◆ Required action
Scan the lines below for the string "Give". Reply with how many match, and no other words.
[[ Input, beginning ]]
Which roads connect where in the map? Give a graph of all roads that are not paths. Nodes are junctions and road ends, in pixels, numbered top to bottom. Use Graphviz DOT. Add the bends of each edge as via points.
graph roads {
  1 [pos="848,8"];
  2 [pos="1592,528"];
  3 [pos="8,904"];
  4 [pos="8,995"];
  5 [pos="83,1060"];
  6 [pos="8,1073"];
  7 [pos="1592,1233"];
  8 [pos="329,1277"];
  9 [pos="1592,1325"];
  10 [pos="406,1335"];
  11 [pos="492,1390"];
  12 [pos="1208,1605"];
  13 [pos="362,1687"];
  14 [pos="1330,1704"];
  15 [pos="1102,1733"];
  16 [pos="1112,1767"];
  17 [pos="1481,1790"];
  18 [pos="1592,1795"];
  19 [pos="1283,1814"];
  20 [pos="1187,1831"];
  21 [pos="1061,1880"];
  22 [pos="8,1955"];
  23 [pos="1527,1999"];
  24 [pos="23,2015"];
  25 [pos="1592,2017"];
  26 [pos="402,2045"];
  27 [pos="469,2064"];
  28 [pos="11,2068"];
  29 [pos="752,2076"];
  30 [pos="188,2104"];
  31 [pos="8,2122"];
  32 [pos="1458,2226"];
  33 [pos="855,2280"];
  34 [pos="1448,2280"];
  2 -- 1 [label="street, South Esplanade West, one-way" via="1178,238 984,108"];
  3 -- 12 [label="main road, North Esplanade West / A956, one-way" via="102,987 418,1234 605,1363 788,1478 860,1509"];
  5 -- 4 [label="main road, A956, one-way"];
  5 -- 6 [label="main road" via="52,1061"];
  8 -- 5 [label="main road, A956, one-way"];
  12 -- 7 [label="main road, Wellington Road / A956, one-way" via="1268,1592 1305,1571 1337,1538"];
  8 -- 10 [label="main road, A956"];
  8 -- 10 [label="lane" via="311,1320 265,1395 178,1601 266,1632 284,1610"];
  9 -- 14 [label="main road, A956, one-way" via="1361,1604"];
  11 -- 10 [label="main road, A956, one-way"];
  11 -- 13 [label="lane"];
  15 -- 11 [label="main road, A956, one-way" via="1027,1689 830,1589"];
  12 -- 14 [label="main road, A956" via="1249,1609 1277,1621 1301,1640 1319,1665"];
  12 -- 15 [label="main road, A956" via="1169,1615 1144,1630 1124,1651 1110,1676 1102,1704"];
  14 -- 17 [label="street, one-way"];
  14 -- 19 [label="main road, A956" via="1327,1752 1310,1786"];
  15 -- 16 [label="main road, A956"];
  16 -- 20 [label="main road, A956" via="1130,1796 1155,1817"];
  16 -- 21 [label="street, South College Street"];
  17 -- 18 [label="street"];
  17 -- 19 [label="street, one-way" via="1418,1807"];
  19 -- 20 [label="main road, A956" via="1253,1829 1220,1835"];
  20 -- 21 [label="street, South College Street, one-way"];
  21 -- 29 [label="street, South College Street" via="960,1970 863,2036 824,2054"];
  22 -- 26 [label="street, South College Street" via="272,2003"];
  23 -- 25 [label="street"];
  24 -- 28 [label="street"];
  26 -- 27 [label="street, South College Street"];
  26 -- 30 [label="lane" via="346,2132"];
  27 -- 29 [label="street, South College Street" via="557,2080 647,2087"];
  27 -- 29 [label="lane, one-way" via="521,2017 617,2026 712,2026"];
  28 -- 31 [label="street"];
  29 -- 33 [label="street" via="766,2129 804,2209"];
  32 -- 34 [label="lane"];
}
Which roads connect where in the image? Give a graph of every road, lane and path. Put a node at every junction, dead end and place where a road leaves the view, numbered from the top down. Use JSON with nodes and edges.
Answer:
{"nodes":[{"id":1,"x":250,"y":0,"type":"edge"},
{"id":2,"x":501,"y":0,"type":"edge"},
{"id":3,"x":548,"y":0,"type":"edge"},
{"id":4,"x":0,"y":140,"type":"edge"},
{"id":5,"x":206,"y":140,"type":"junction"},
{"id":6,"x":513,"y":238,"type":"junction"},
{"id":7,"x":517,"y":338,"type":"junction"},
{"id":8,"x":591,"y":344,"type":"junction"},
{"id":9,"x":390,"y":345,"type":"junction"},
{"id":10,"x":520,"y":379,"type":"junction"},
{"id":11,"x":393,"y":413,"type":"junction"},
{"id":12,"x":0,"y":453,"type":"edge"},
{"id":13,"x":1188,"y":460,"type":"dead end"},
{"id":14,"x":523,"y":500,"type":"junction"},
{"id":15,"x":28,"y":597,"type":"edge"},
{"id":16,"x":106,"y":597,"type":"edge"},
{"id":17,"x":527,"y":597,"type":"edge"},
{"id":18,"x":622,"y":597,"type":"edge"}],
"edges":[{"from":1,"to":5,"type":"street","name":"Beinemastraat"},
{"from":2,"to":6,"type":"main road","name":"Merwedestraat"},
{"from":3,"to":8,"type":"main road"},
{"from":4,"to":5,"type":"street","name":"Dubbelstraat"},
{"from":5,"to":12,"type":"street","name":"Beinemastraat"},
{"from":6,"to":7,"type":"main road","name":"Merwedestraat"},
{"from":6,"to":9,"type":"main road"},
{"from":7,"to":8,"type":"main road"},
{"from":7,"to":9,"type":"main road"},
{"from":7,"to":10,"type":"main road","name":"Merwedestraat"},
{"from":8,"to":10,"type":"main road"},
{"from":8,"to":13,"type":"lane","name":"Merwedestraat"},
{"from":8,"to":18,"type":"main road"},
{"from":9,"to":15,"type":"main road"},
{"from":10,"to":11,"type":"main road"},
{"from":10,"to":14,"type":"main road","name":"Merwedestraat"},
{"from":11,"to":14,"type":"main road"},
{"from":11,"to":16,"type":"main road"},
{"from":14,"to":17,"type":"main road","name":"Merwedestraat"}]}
[[ Input, end ]]
◆ Task result
2